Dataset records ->
Content starts

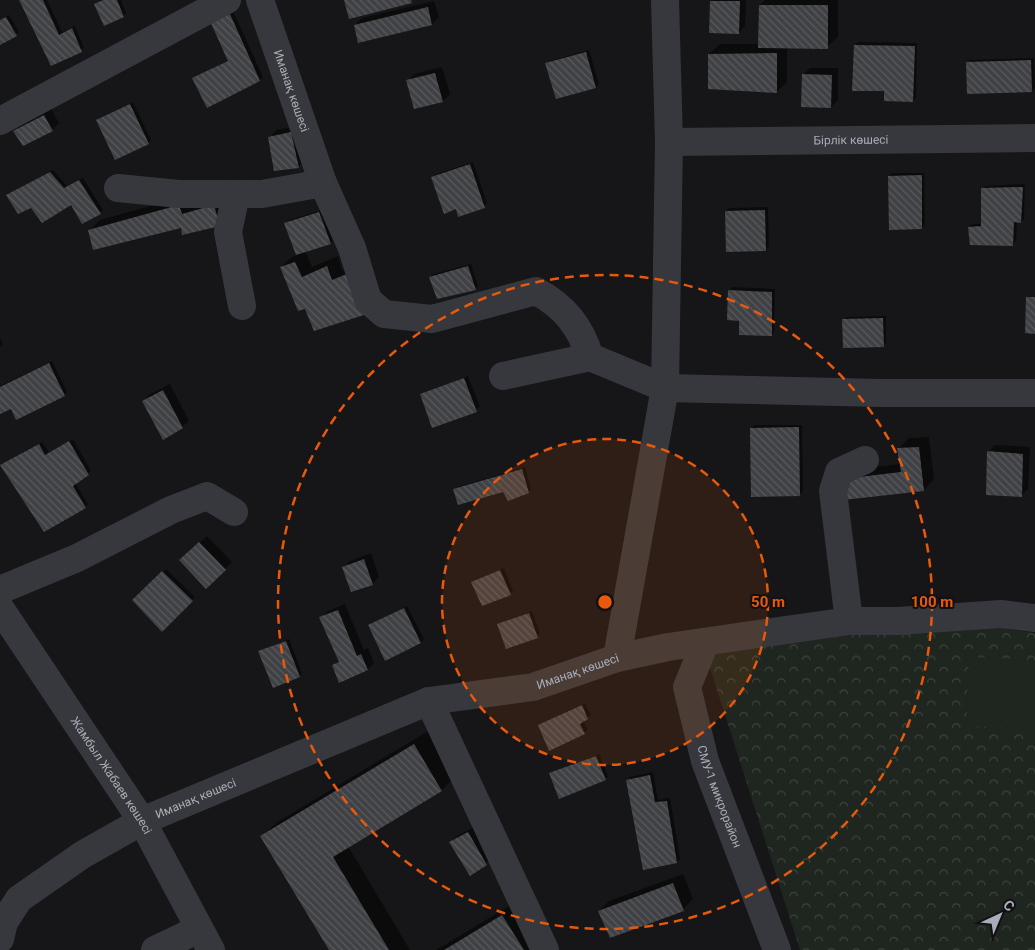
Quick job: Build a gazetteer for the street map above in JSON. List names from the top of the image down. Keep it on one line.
{"streets":{"street":["Иманақ көшесі","Бірлік көшесі","Жамбыл Жабаев көшесі","СМУ-1 микрорайон"]},"crossings":[["Иманақ көшесі","Жамбыл Жабаев көшесі"],["Иманақ көшесі","СМУ-1 микрорайон"]],"north":"top right","rings":["50 m","100 m"]}
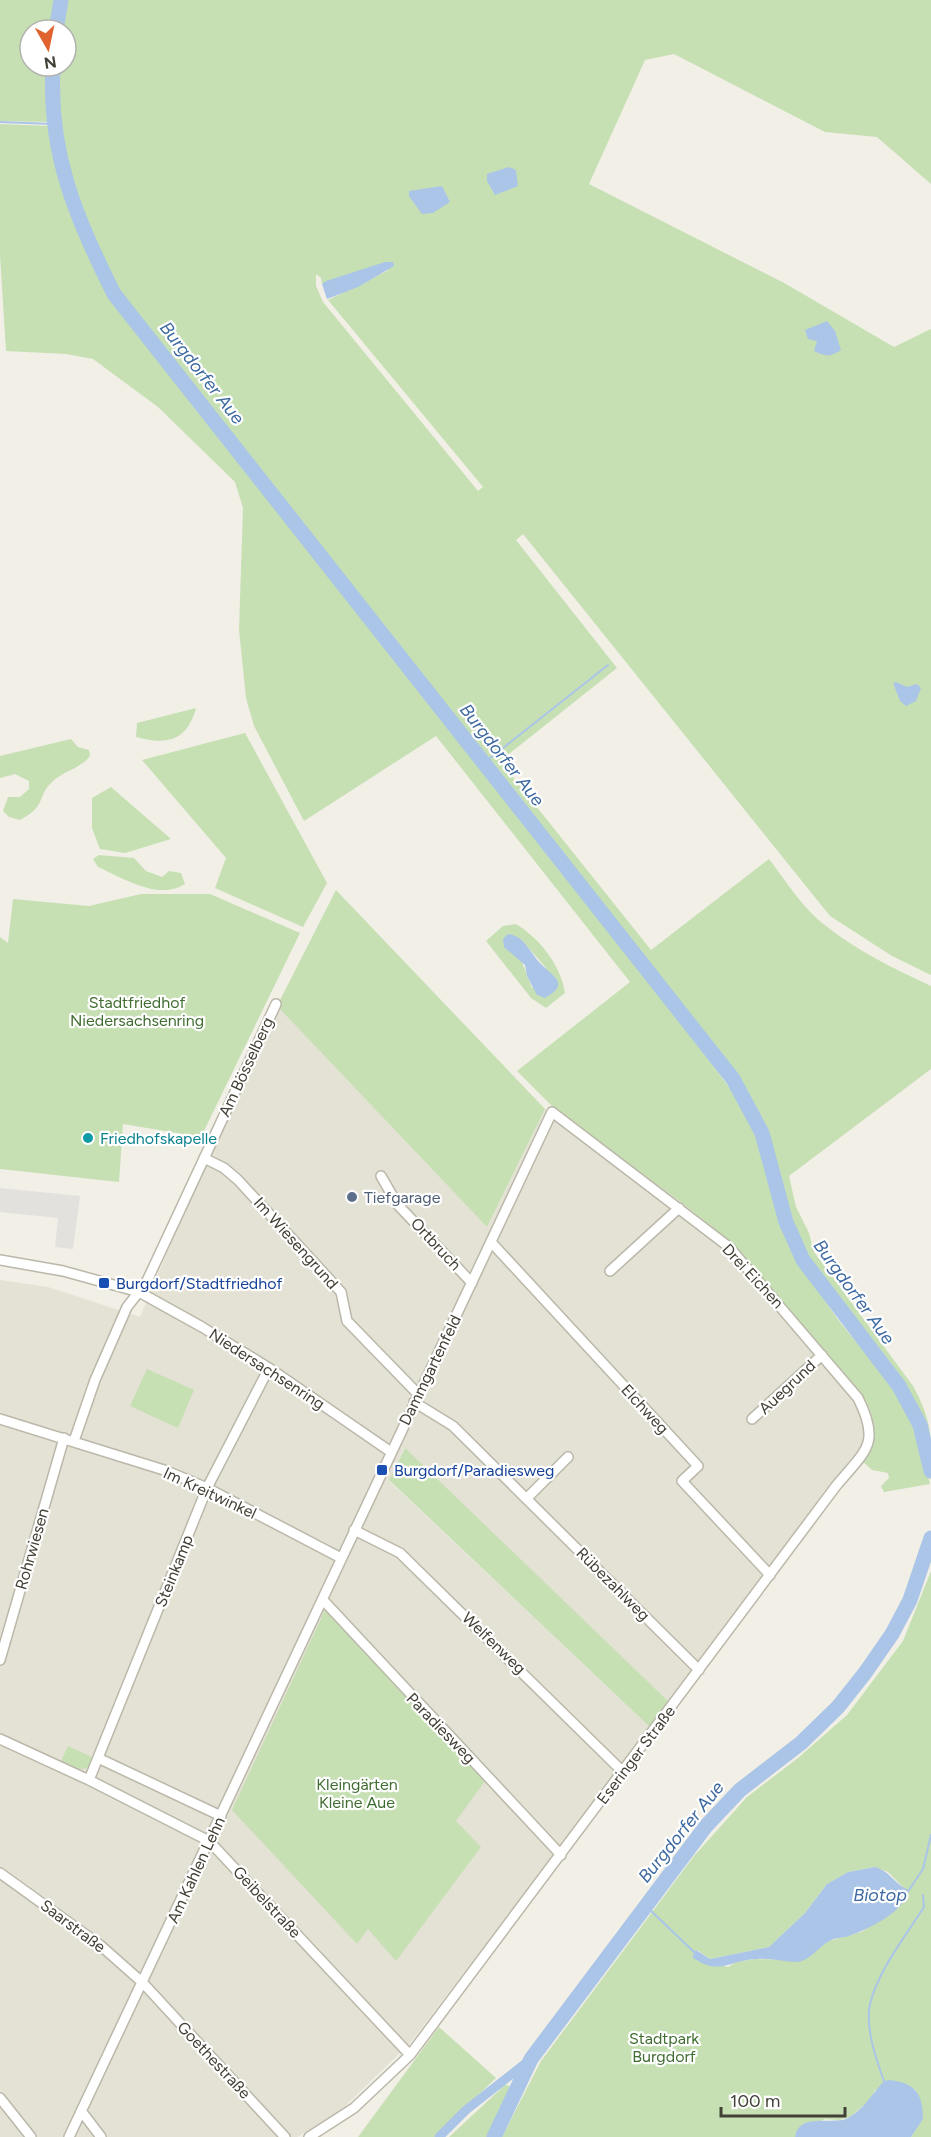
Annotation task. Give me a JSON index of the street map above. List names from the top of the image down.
{
  "streets": {
    "street": [
      "Am Bösselberg",
      "Im Wiesengrund",
      "Ortbruch",
      "Drei Eichen",
      "Niedersachsenring",
      "Dammgartenfeld",
      "Auegrund",
      "Elchweg",
      "Im Kreitwinkel",
      "Rohrwiesen",
      "Steinkamp",
      "Rübezahlweg",
      "Welfenweg",
      "Paradiesweg",
      "Eseringer Straße",
      "Am Kahlen Lehn",
      "Geibelstraße",
      "Saarstraße",
      "Goethestraße"
    ]
  },
  "crossings": [
    ["Am Bösselberg", "Im Wiesengrund"],
    ["Am Bösselberg", "Niedersachsenring"],
    ["Im Wiesengrund", "Dammgartenfeld"],
    ["Im Wiesengrund", "Rübezahlweg"],
    ["Ortbruch", "Dammgartenfeld"],
    ["Drei Eichen", "Dammgartenfeld"],
    ["Drei Eichen", "Auegrund"],
    ["Drei Eichen", "Eseringer Straße"],
    ["Niedersachsenring", "Dammgartenfeld"],
    ["Niedersachsenring", "Steinkamp"],
    ["Dammgartenfeld", "Elchweg"],
    ["Dammgartenfeld", "Im Kreitwinkel"],
    ["Dammgartenfeld", "Rübezahlweg"],
    ["Dammgartenfeld", "Welfenweg"],
    ["Dammgartenfeld", "Paradiesweg"],
    ["Dammgartenfeld", "Am Kahlen Lehn"],
    ["Elchweg", "Eseringer Straße"],
    ["Im Kreitwinkel", "Rohrwiesen"],
    ["Im Kreitwinkel", "Steinkamp"],
    ["Steinkamp", "Geibelstraße"],
    ["Rübezahlweg", "Eseringer Straße"],
    ["Welfenweg", "Eseringer Straße"],
    ["Paradiesweg", "Eseringer Straße"],
    ["Eseringer Straße", "Geibelstraße"],
    ["Am Kahlen Lehn", "Geibelstraße"],
    ["Am Kahlen Lehn", "Saarstraße"],
    ["Am Kahlen Lehn", "Goethestraße"],
    ["Saarstraße", "Goethestraße"]
  ],
  "water": ["Burgdorfer Aue", "Biotop"],
  "parks": ["Stadtfriedhof Niedersachsenring", "Kleingärten Kleine Aue", "Stadtpark Burgdorf"],
  "places": {
    "other": ["Friedhofskapelle", "Tiefgarage"],
    "transit": ["Burgdorf/Stadtfriedhof", "Burgdorf/Paradiesweg"]
  },
  "scale_bar": "100 m",
  "north": "bottom"
}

Content ends

The problem ->
The expected output is every entry, retyped exactly, with all pictures removed.

Finished task ->
Quick job: Build a gazetteer for the street map above in JSON. List names from the top of the image down. Keep it on one line.
{"streets":{"street":["Иманақ көшесі","Бірлік көшесі","Жамбыл Жабаев көшесі","СМУ-1 микрорайон"]},"crossings":[["Иманақ көшесі","Жамбыл Жабаев көшесі"],["Иманақ көшесі","СМУ-1 микрорайон"]],"north":"top right","rings":["50 m","100 m"]}
Annotation task. Give me a JSON index of the street map above. List names from the top of the image down.
{
  "streets": {
    "street": [
      "Am Bösselberg",
      "Im Wiesengrund",
      "Ortbruch",
      "Drei Eichen",
      "Niedersachsenring",
      "Dammgartenfeld",
      "Auegrund",
      "Elchweg",
      "Im Kreitwinkel",
      "Rohrwiesen",
      "Steinkamp",
      "Rübezahlweg",
      "Welfenweg",
      "Paradiesweg",
      "Eseringer Straße",
      "Am Kahlen Lehn",
      "Geibelstraße",
      "Saarstraße",
      "Goethestraße"
    ]
  },
  "crossings": [
    ["Am Bösselberg", "Im Wiesengrund"],
    ["Am Bösselberg", "Niedersachsenring"],
    ["Im Wiesengrund", "Dammgartenfeld"],
    ["Im Wiesengrund", "Rübezahlweg"],
    ["Ortbruch", "Dammgartenfeld"],
    ["Drei Eichen", "Dammgartenfeld"],
    ["Drei Eichen", "Auegrund"],
    ["Drei Eichen", "Eseringer Straße"],
    ["Niedersachsenring", "Dammgartenfeld"],
    ["Niedersachsenring", "Steinkamp"],
    ["Dammgartenfeld", "Elchweg"],
    ["Dammgartenfeld", "Im Kreitwinkel"],
    ["Dammgartenfeld", "Rübezahlweg"],
    ["Dammgartenfeld", "Welfenweg"],
    ["Dammgartenfeld", "Paradiesweg"],
    ["Dammgartenfeld", "Am Kahlen Lehn"],
    ["Elchweg", "Eseringer Straße"],
    ["Im Kreitwinkel", "Rohrwiesen"],
    ["Im Kreitwinkel", "Steinkamp"],
    ["Steinkamp", "Geibelstraße"],
    ["Rübezahlweg", "Eseringer Straße"],
    ["Welfenweg", "Eseringer Straße"],
    ["Paradiesweg", "Eseringer Straße"],
    ["Eseringer Straße", "Geibelstraße"],
    ["Am Kahlen Lehn", "Geibelstraße"],
    ["Am Kahlen Lehn", "Saarstraße"],
    ["Am Kahlen Lehn", "Goethestraße"],
    ["Saarstraße", "Goethestraße"]
  ],
  "water": ["Burgdorfer Aue", "Biotop"],
  "parks": ["Stadtfriedhof Niedersachsenring", "Kleingärten Kleine Aue", "Stadtpark Burgdorf"],
  "places": {
    "other": ["Friedhofskapelle", "Tiefgarage"],
    "transit": ["Burgdorf/Stadtfriedhof", "Burgdorf/Paradiesweg"]
  },
  "scale_bar": "100 m",
  "north": "bottom"
}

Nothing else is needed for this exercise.